Players who skip the verification step will still be able to play games, earn trophies, and use the PlayStation Store. The restriction only targets the social layer of the platform, which is where most of the regulatory pressure around under-age users has been focused over the past year.
What Sony’s Email Actually Says
The email, first reported by Insider Gaming, frames the change as part of Sony’s compliance with global regulations. It tells users they will need to verify their age later this year to continue using PlayStation communication features such as messages and voice chat, and that other services will remain accessible without verification.

Sony has not attached a specific global date to the notice. The company has, however, locked in a June 2026 start for the UK and Ireland, where the verification page is already live and some users are being prompted to complete the process ahead of enforcement.
Which Features Get Locked Behind Verification
The list of affected features goes further than just console-level chat. Based on the rollout details confirmed for the UK and Ireland, verification will gate communication, broadcasting, and certain in-game functions.
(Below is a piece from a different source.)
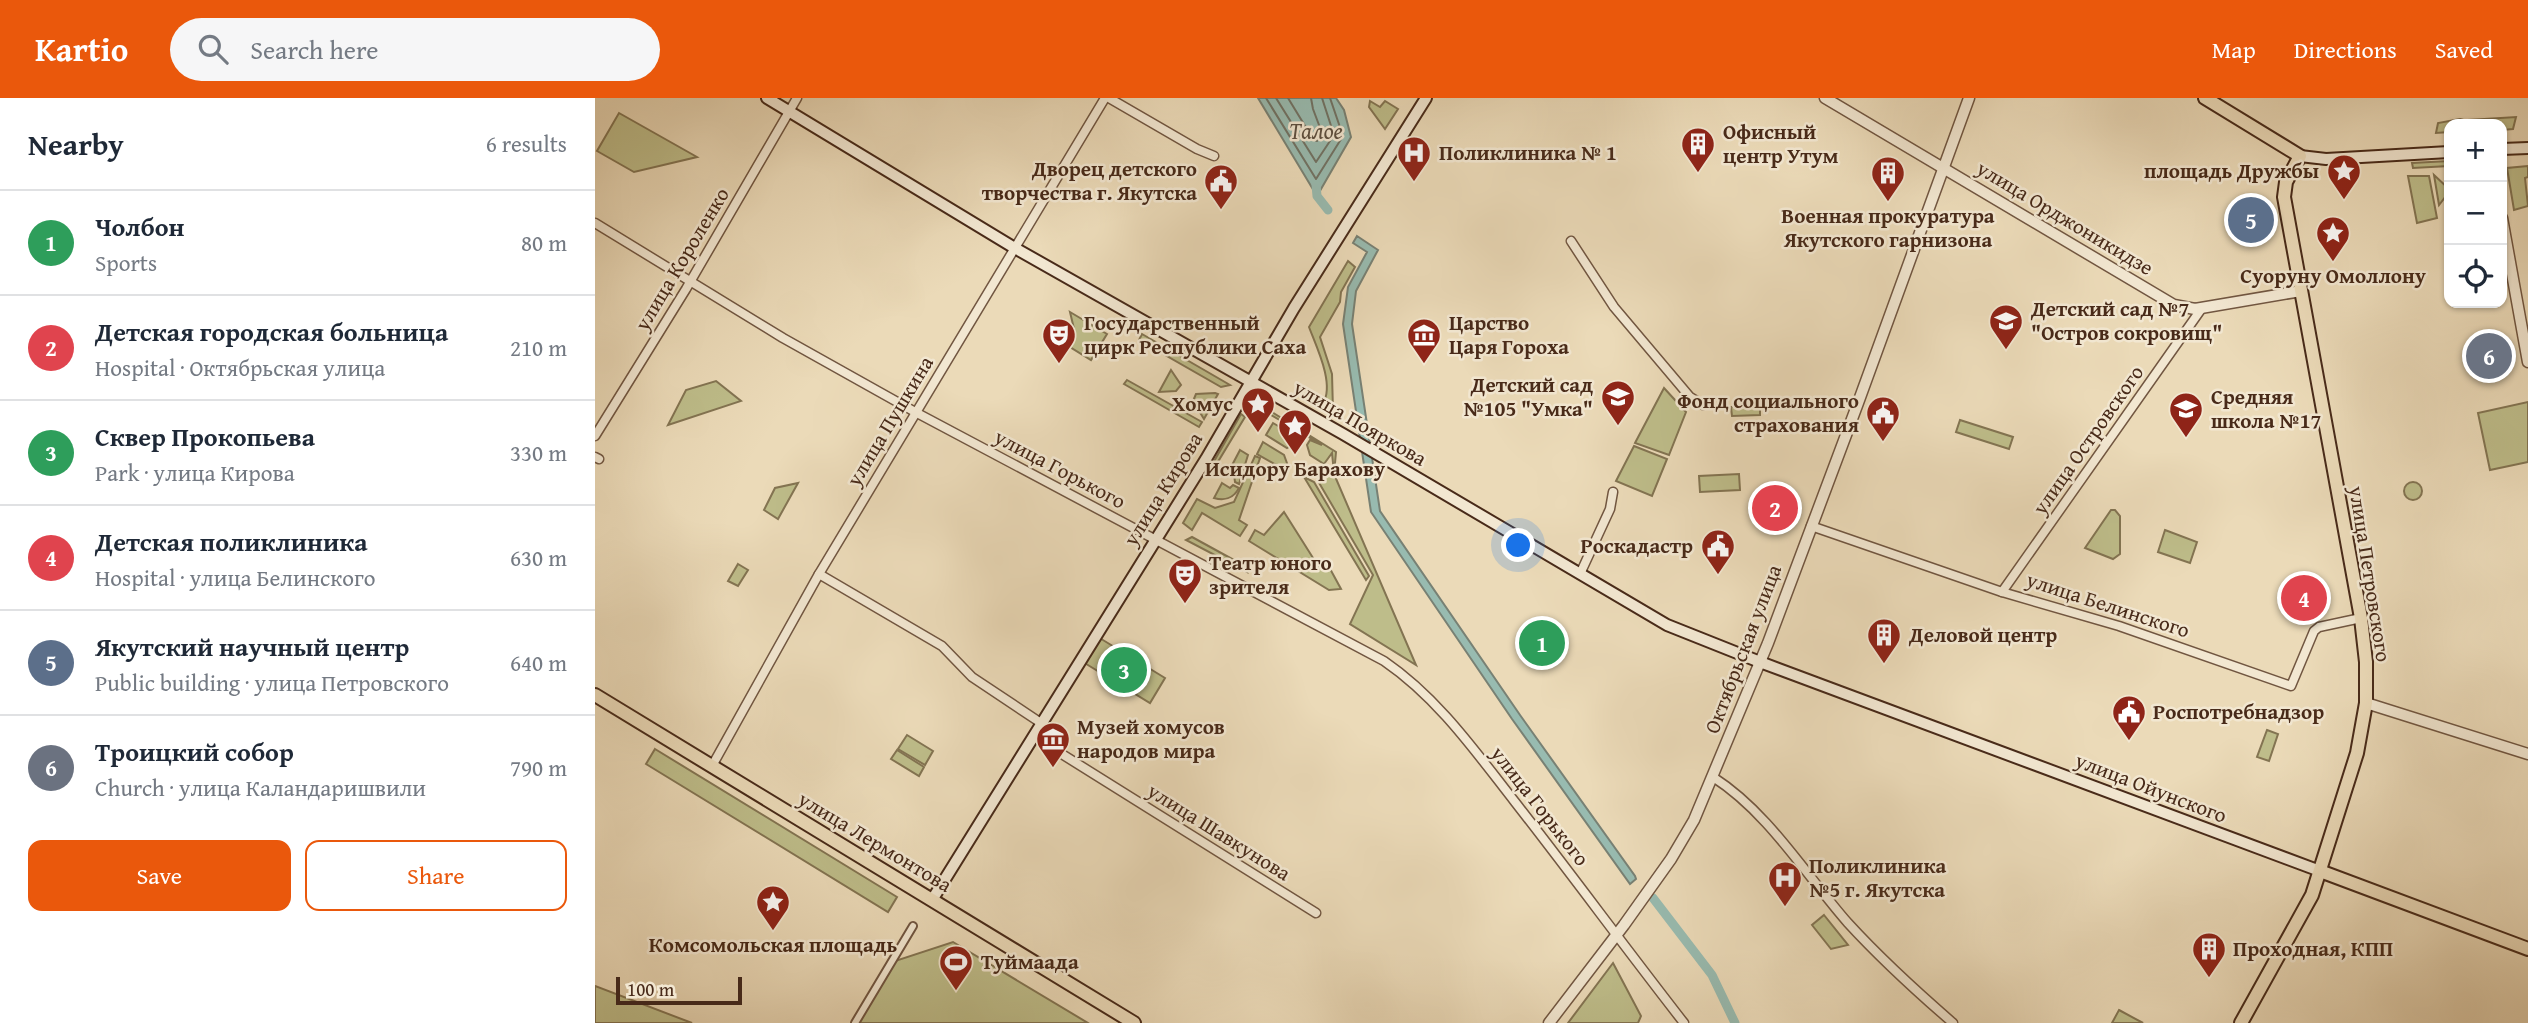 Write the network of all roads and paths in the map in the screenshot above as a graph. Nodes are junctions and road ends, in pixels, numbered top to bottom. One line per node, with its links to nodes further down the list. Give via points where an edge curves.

- Joining a party and voice chat
- Text messaging between players
- Third-party chat programs launched through the console, including Discord
- In-game chat inside supported titles
- Sharing user-generated content
- Broadcasting features
Everything outside that social layer, including single-player sessions, online matchmaking that doesn’t require comms, trophies, and PlayStation Store purchases, stays available whether or not a player verifies.
How The Verification Works
Sony is using Yoti, a third-party identity company, to handle the checks in the UK and Ireland. Players in those regions can verify through a face scan or by uploading a government-issued ID. The assumption across reporting is that Yoti will remain the provider when the rollout expands, though Sony has not formally named a partner for other regions.
Yoti markets itself on a privacy-first approach, but the company has a recent record worth flagging. In January, Spain’s data-protection regulator AEPD fined Yoti $1.1 million for mishandling biometric data collected from users. That detail is likely to follow Sony’s rollout into every market it expands to.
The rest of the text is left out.